Our Academy vision is to Educate to achieve personal success. Nurture everyone’s uniqueness and special gifts. Value everyone’s diversity. Develop everyone to their full potential and create well-rounded responsible individuals. At the heart of this vision are the 5Rs for learning and life: Ready to learn. Responsible. Resilient. Reflective. Resourceful.

Our Academy is based on the five R’s and underpinning all of these is the need to respect one another which is a key value endorsed and promoted by all staff in the Academy. Pupils have regular assemblies and class circle times which explore the concept of respect and what it means in practice. We have clear behaviour expectations as outlined in the school’s behaviour policy and this is reinforced throughout the school with posters and displays. Pupils are regularly rewarded in our weekly Celebration assembly for showing ‘respect’ to others.

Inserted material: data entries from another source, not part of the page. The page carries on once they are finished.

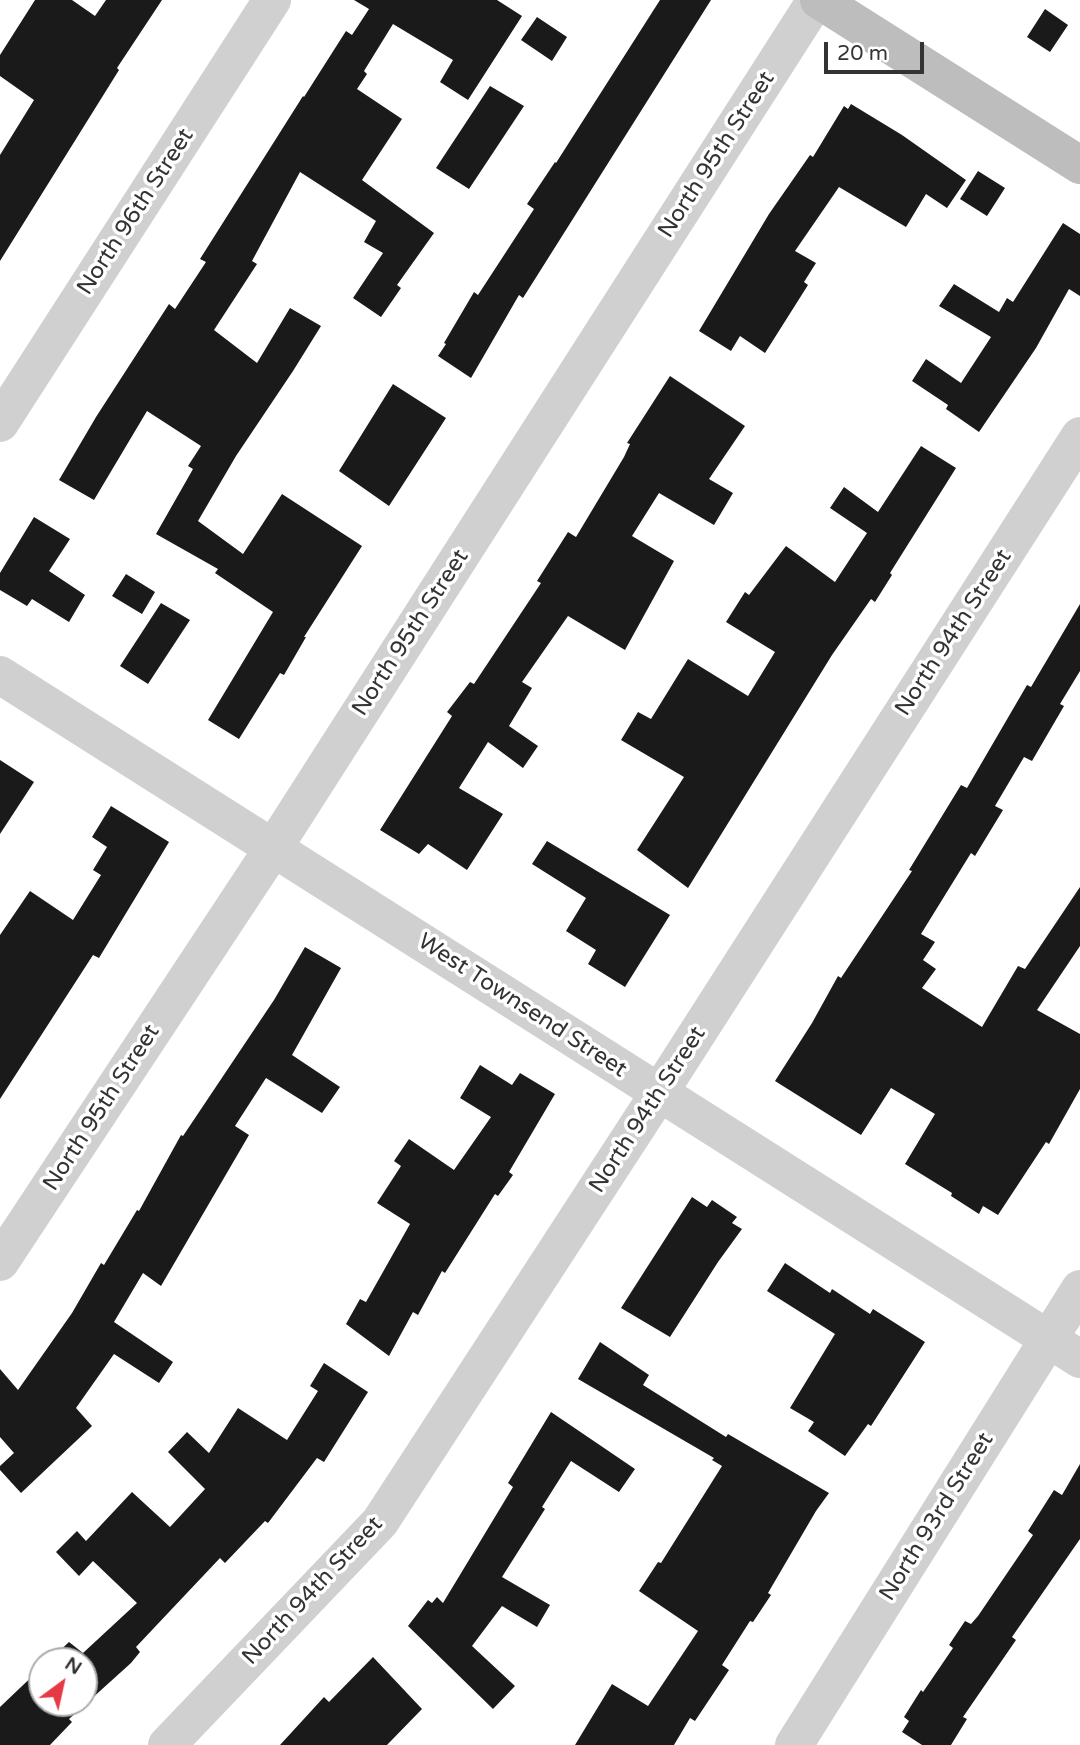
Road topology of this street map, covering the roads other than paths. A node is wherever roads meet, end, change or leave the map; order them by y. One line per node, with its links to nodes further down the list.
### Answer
1 (272, 0): 4 (street, North 96th Street)
2 (818, 0): 3 (street); 7 (street, North 95th Street)
3 (1080, 165)
4 (0, 423)
5 (1080, 436): 8 (street, North 94th Street)
6 (0, 675): 7 (street, West Townsend Street)
7 (274, 847): 8 (street, West Townsend Street); 9 (street, North 95th Street)
8 (659, 1093): 11 (street, West Townsend Street); 13 (street, North 94th Street)
9 (0, 1262)
10 (1080, 1289): 11 (street, North 93rd Street)
11 (1048, 1339): 12 (street, West Townsend Street); 14 (street, North 93rd Street)
12 (1080, 1359)
13 (167, 1745)
14 (794, 1745)

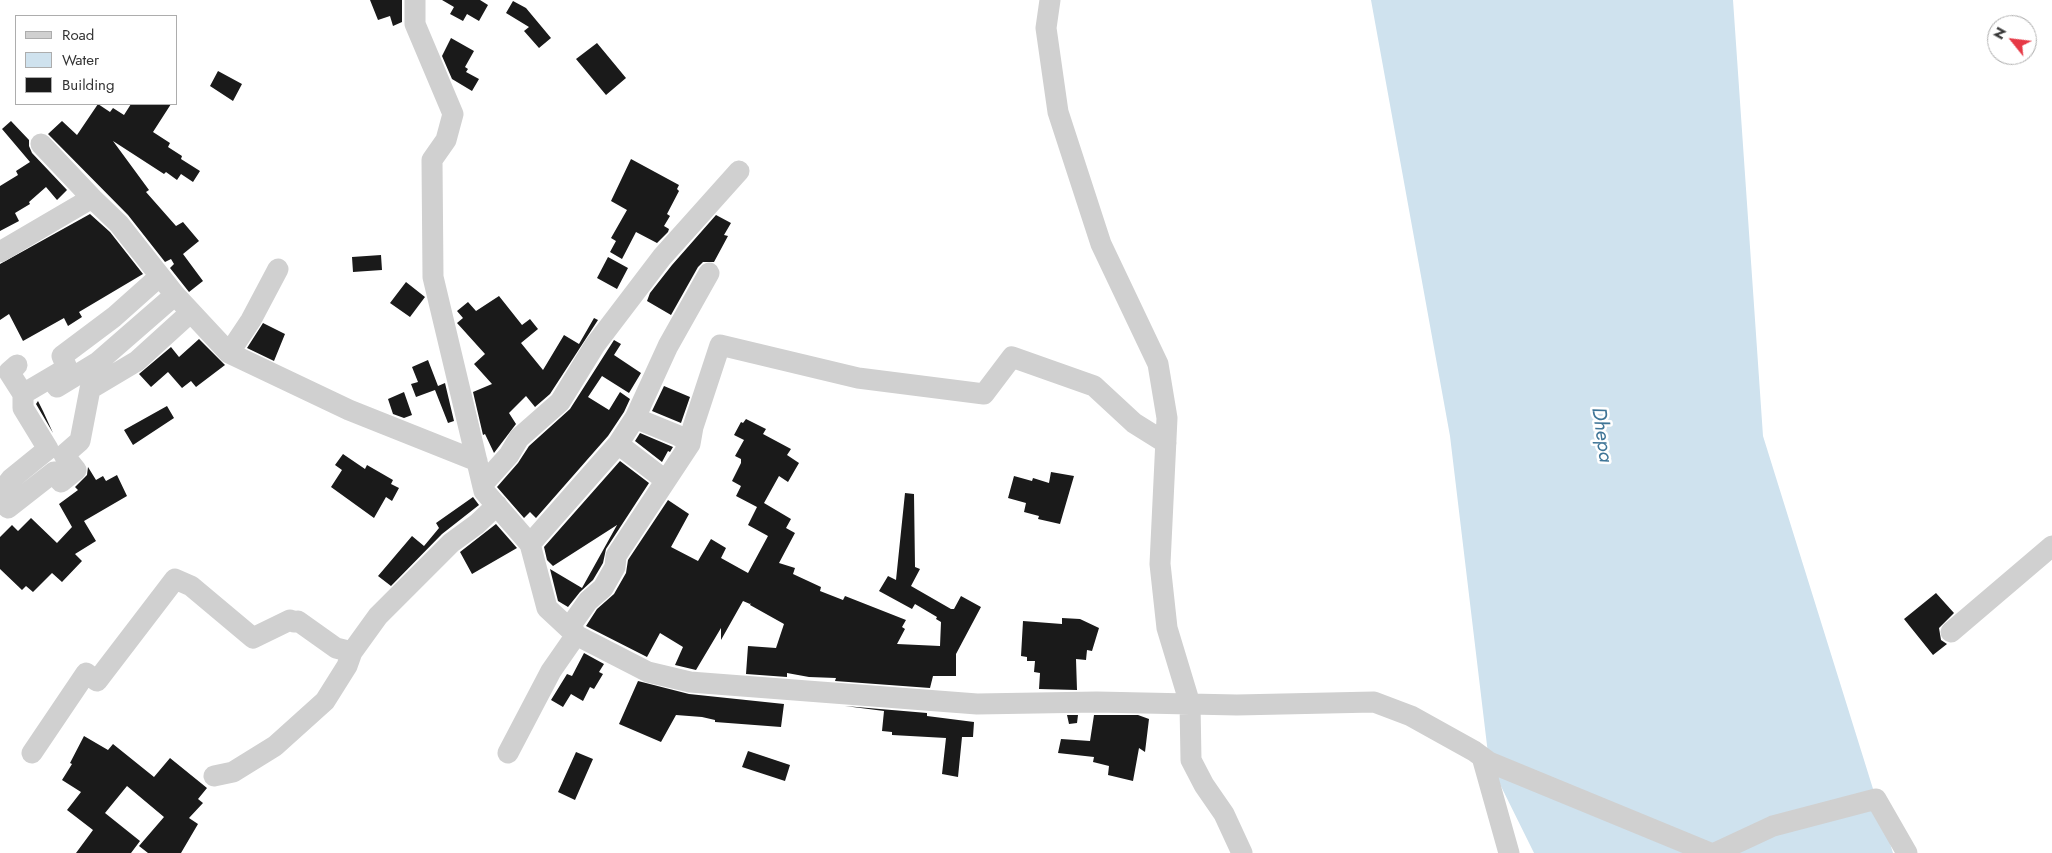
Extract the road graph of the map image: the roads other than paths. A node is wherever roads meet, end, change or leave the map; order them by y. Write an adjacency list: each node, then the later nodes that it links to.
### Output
1 (415, 0): 19 (street)
2 (1050, 0): 16 (street)
3 (41, 144): 5 (street)
4 (739, 171): 21 (street)
5 (92, 198): 6 (street); 9 (street)
6 (0, 252)
7 (278, 269): 12 (street)
8 (709, 273): 15 (street)
9 (160, 276): 10 (street); 14 (street)
10 (175, 295): 11 (street); 14 (street)
11 (191, 312): 12 (street); 22 (street)
12 (229, 353): 19 (street)
13 (17, 365): 14 (street)
14 (23, 401): 22 (street)
15 (635, 418): 17 (street); 18 (street)
16 (1166, 443): 18 (street); 29 (street)
17 (618, 444): 20 (street); 24 (street)
18 (690, 444): 20 (street)
19 (477, 461): 21 (street)
20 (665, 480): 27 (street)
21 (483, 484): 23 (street)
22 (2, 505)
23 (496, 505): 24 (street); 28 (street)
24 (530, 544): 27 (street)
25 (2052, 546): 26 (street)
26 (1950, 632)
27 (576, 635): 29 (street); 30 (street)
28 (352, 652): 31 (street); 33 (street)
29 (1190, 704): 32 (street); 34 (street)
30 (508, 753)
31 (32, 754)
32 (1482, 757): 35 (street); 36 (street)
33 (214, 776)
34 (1242, 853)
35 (1509, 853)
36 (1710, 853)
37 (1715, 853): 38 (street)
38 (1907, 853)

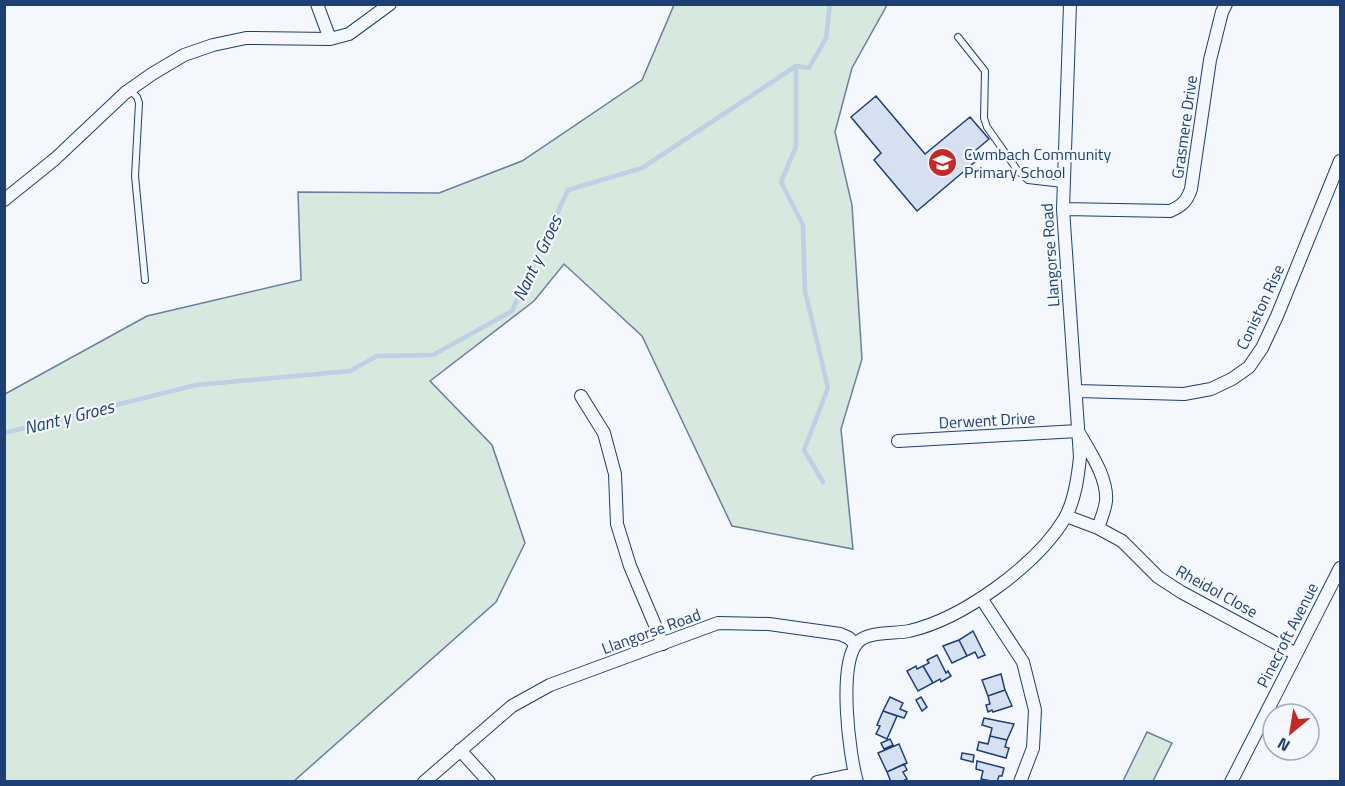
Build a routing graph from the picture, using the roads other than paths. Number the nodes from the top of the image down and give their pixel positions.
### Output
1 (317, 4) edge
2 (390, 4) edge
3 (1070, 4) edge
4 (1226, 4) edge
5 (958, 37) dead end
6 (330, 39) junction
7 (130, 90) junction
8 (1341, 161) edge
9 (1063, 184) junction
10 (4, 200) edge
11 (1063, 209) junction
12 (145, 280) dead end
13 (1077, 391) junction
14 (581, 396) dead end
15 (1078, 431) junction
16 (898, 441) dead end
17 (1066, 516) junction
18 (1098, 528) junction
19 (1339, 574) edge
20 (981, 598) junction
21 (663, 644) junction
22 (855, 644) junction
23 (1296, 654) junction
24 (460, 750) junction
25 (856, 778) edge
26 (424, 782) edge
27 (489, 782) edge
28 (817, 782) edge
29 (1020, 782) edge
30 (1231, 782) edge

1 - 6 street
2 - 6 street
3 - 9 street, Llangorse Road
4 - 11 street, Grasmere Drive
5 - 9 lane
6 - 7 street
7 - 10 street
7 - 12 lane
8 - 13 street, Coniston Rise
9 - 11 street, Llangorse Road
11 - 13 street, Llangorse Road
13 - 15 street, Llangorse Road
14 - 21 street
15 - 16 street, Derwent Drive
15 - 17 street, Llangorse Road
15 - 18 street, Llangorse Road
17 - 18 street, Rheidol Close
17 - 20 street, Llangorse Road
18 - 23 street, Rheidol Close
19 - 23 street, Pinecroft Avenue
20 - 22 street, Llangorse Road
20 - 29 street
21 - 22 street, Llangorse Road
21 - 24 street, Llangorse Road
22 - 25 street
23 - 30 street, Pinecroft Avenue
24 - 26 street, Llangorse Road
24 - 27 street
25 - 28 street

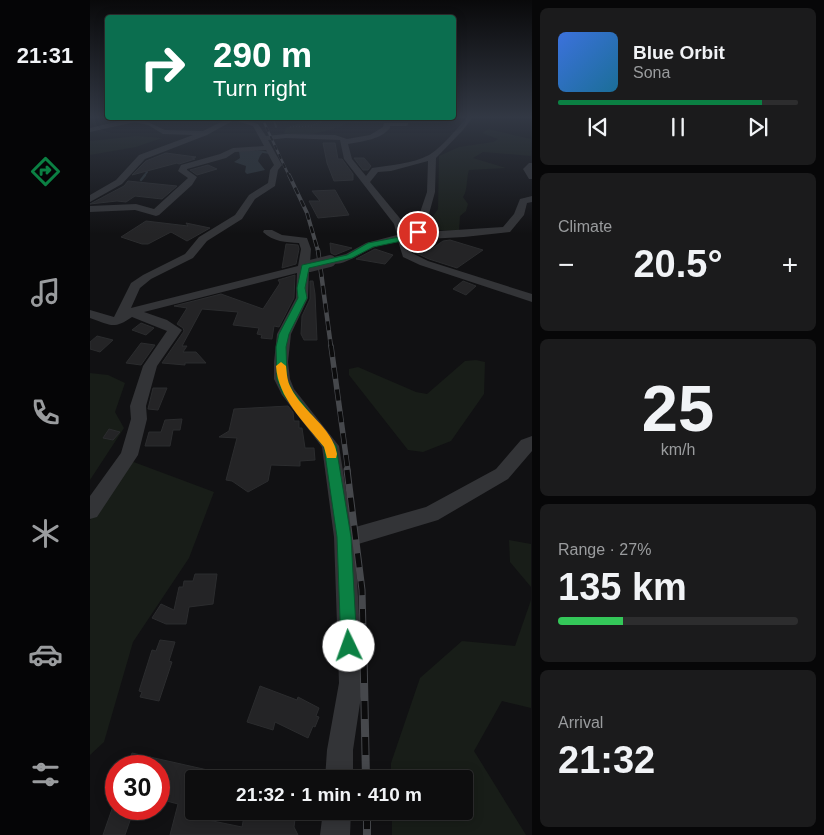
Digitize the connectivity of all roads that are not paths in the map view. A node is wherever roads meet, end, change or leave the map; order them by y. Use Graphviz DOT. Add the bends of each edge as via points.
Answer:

Through our programmes such as Votes4Schools and Philosophy for Children pupils are regularly able to demonstrate their skills of mutual respect. They also develop listening skills and learn how to deal with disagreements in a suitable way.

Tolerance of those of different faiths and beliefs

We promote respect for individual differences through our PSHE and Enrichment programme. Our Academy helps pupils to acquire an understanding of and respect for their own cultures and ways of life through visits to places of worship, such as Grimsby Minster and Grimsby Islamic Centre, visits from representatives of different cultures and faiths and an exploration of religions and cultural practices through our RE and PSHE curriculum.

Staff receive regular RE training, which included a trip to Grimsby Islamic Centre, and are confident in teaching all world religions.

How do we promote British Values here at OSPA?


  • Steering Group
  • OAT Student Leadership Team
  • Pupil voice
  • Classroom/school roles of responsibility
  • Pupil questionnaires
  • Teaching of debate/balanced argument writing

Rule of Law

  • Behaviour and Anti-Bullying Policies
  • Classroom rules
  • Rewards and sanctions
  • Road safety
  • Bikeability
  • E Safety
  • Sports tournaments
  • Assemblies
  • Citizenship lessons

Individual Liberty

  • Opportunities for child-led learning
  • Choices offered across the curriculum – e.g. reading books
  • Individual research projects
  • Variety of school clubs offered
  • Individual targets set for learning
  • Choosing own dinner
  • Opportunities to express opinions during Philosophy for Children sessions as well as the wider curriculum

Tolerance and Respect

  • Good manners expected from all members of the school community
  • High expectations of behaviour
  • Celebrating  different religious festivals
  • Assemblies and Collective Worship
  • Lunch-catering for different needs
  • Teaching about different religions throughout the school
  • Visits from Faith leaders in assembly
  • Visits to various places of worship
  • Selling poppies in school
  • Philosophy for Children


Votes4Schools sessions are taught as part of our SMSC provision. The format of the session begins with a question based on a current affairs topic, the question provokes a lot of discussion and debate. Pupils are guided to form their opinion on the topic through a series of discussion topics and case studies which share a range of views. The session concludes with a vote either for or against. Recent examples of the topics have included ‘Is technology ruining family life?’ and ‘Should people be able to live and work in other countries?’ Through Votes4Schools pupils are learning the value of tolerance and democracy as well as developing fantastic speaking and listening skills.

News Day Tuesday

News Day Tuesday is a new assembly format whereby three members of staff share a news story in Tuesday’s assembly. One staff member shares a local news story, another a national news story and the final story is international news. These stories are chosen by staff and they must explain why they have chosen it. In addition to this, pupils watch and discuss Newsround regularly and First News newspapers are also available in each class. This ensures pupils become more informed about the world around them developing as a global citizen, are able to discuss current affairs and share their own opinions while appreciating those of others.